白藜芦醇对于异抗原刺激下大鼠T淋巴细胞活化增殖的影响

来源:岁月联盟 作者: 时间:2015-05-19

              作者:王幼黎,赵延红,杨兴武 王建华,武昌学

【摘要】  目的研究白藜芦醇(RSV)对于异抗原刺激下大鼠T淋巴细胞活化增殖的影响。方法建立SD-Wistar大鼠腹腔异位心脏移植模型急性排斥反应模型,分离受体脾脏淋巴细胞与成年供体系SD大鼠心肌细胞体外混合培养,分别给予不同剂量RSV与CSA干预,观察RSV与CSA对体外混合培养下T淋巴细胞增殖的影响;通过ELISA法检测两者对细胞因子IL-2的影响。

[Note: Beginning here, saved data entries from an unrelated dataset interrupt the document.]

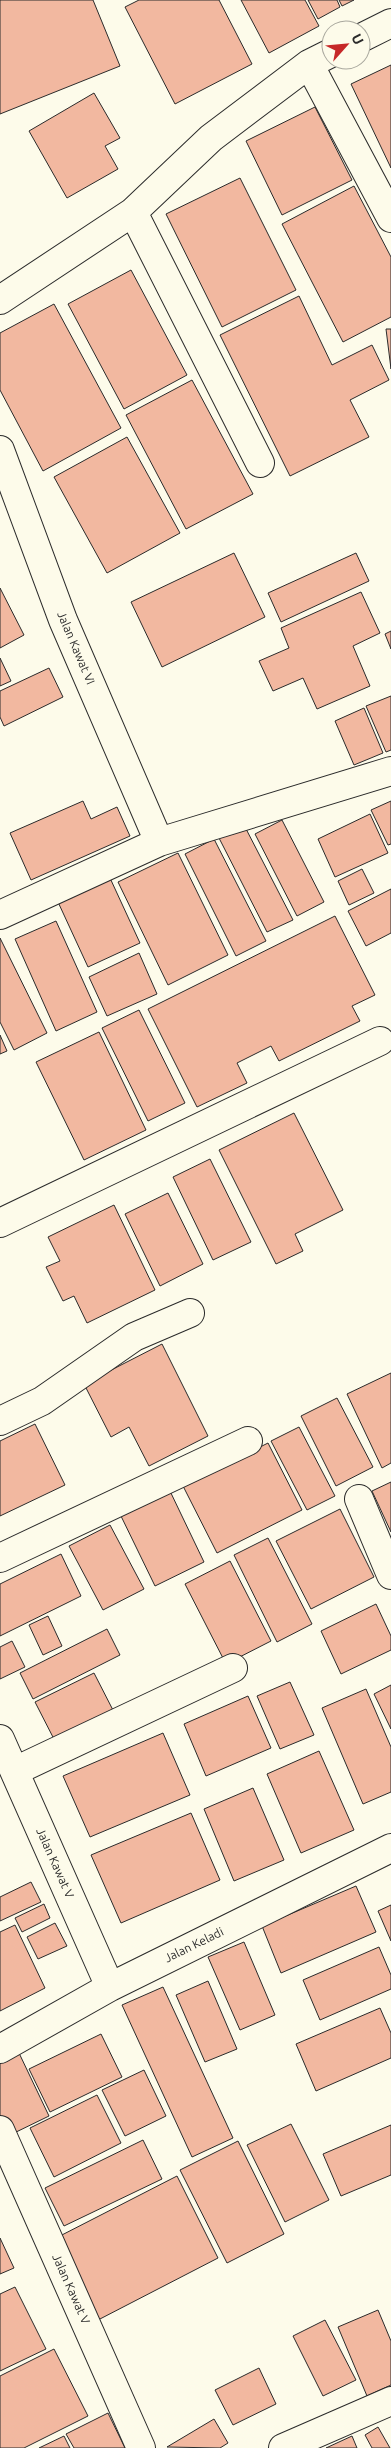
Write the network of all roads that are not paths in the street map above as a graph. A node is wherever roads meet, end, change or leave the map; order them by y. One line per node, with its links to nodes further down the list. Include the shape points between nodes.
1 (391, 23): 2 (street)
2 (371, 33)
3 (320, 59): 4 (street, via 211,138); 5 (street)
4 (133, 212): 6 (street); 8 (street)
5 (391, 218)
6 (0, 300)
7 (0, 450): 10 (street, Jalan Kawat VI, via 63,620)
8 (260, 463)
9 (391, 771): 10 (street)
10 (159, 842): 11 (street)
11 (0, 915)
12 (380, 1041): 13 (street)
13 (0, 1223)
14 (190, 1314): 15 (street, via 134,1337 42,1401)
15 (0, 1421)
16 (248, 1441): 18 (street)
17 (359, 1499): 19 (street)
18 (0, 1558)
19 (391, 1575)
20 (233, 1668): 22 (street)
21 (0, 1739): 22 (street, Jalan Kawat V)
22 (15, 1771): 24 (street, Jalan Kawat V)
23 (391, 1848): 24 (street, Jalan Keladi)
24 (110, 1986): 25 (street, Jalan Keladi)
25 (0, 2048)
26 (0, 2130): 28 (street, Jalan Kawat V)
27 (391, 2401): 29 (street)
28 (141, 2448)
29 (283, 2448)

结果RSV可以抑制共培养细胞中T淋巴细胞增殖,减低培养上清中IL-2活性,作用强弱表现出明显的剂量依赖性,与CSA有协同性。结论RSV在体外淋巴细胞培养中表现免疫抑制作用。

【关键词】  白藜芦醇; 异抗原; T淋巴细胞增殖活化

  白藜芦醇(resveratro, RSV)含芪类结构的非黄酮类多酚化合物,主要来源于蓼科植物虎杖的根茎提取物,具有广泛的生理药理学作用,但对免疫系统的调节作用研究较少,我们初步探讨了RSV对异抗原刺激下T细胞活化、增殖与分化的抑制作用。

  1 材料

  1.1 试药与仪器白藜芦醇、大鼠IL-2 ELISA检测试剂盒、胶原酶均购自Sigma公司;GIBCO1640培养基购自Invitrogen 公司;酶标仪,BMG公司产品;细胞培养箱,Heraeus公司产品。

  1.2 动物供体采用健康纯系清洁级SD大鼠,体质量约180~220g,雌性,购于西安交通大学动物实验中心;受体选用健康纯系清洁级Wistar大鼠,雄性,体质量约180~220g,购于北京试验动物中心。

  2 方法

  2.1 SD大鼠对Wistar大鼠异位腹腔心脏移植模型的建立供受体术前禁食8~12 h,自由进水。供受体麻醉采用氯安酮(50mg/kg)腹腔注射,手术在清洁条件下进行。

  2.1.1 供体手术SD大鼠麻醉后, 由下腔静脉全身肝素化后,于胸主动脉根部切断主动脉及下腔静脉, 将心脏、肺脏以及胸腺组织联合切取。

  2.1.2 供心体外修剪及心脏保存供心置于0~4℃无菌乳酸林格氏液修整, 分离升主动脉及肺动脉, 游离并结扎左肺动脉,游离保留右肺动脉,长度约6~8 mm作为流出道。将胸主动脉干上左颈总动脉分支(第2分支)修剪保留至约3 mm,做为流入道,并将胸主动脉远端结扎,上、下腔静脉和所有肺静脉一次集束结扎。制作直径为3 mm的Cuff套管,将右肺动脉穿过套管,并将动脉近端翻转包绕Cuff套管,丝线结扎固定,经Cuff套管经右肺动脉使用0~4℃无菌乳酸林格氏液供心灌注驱血。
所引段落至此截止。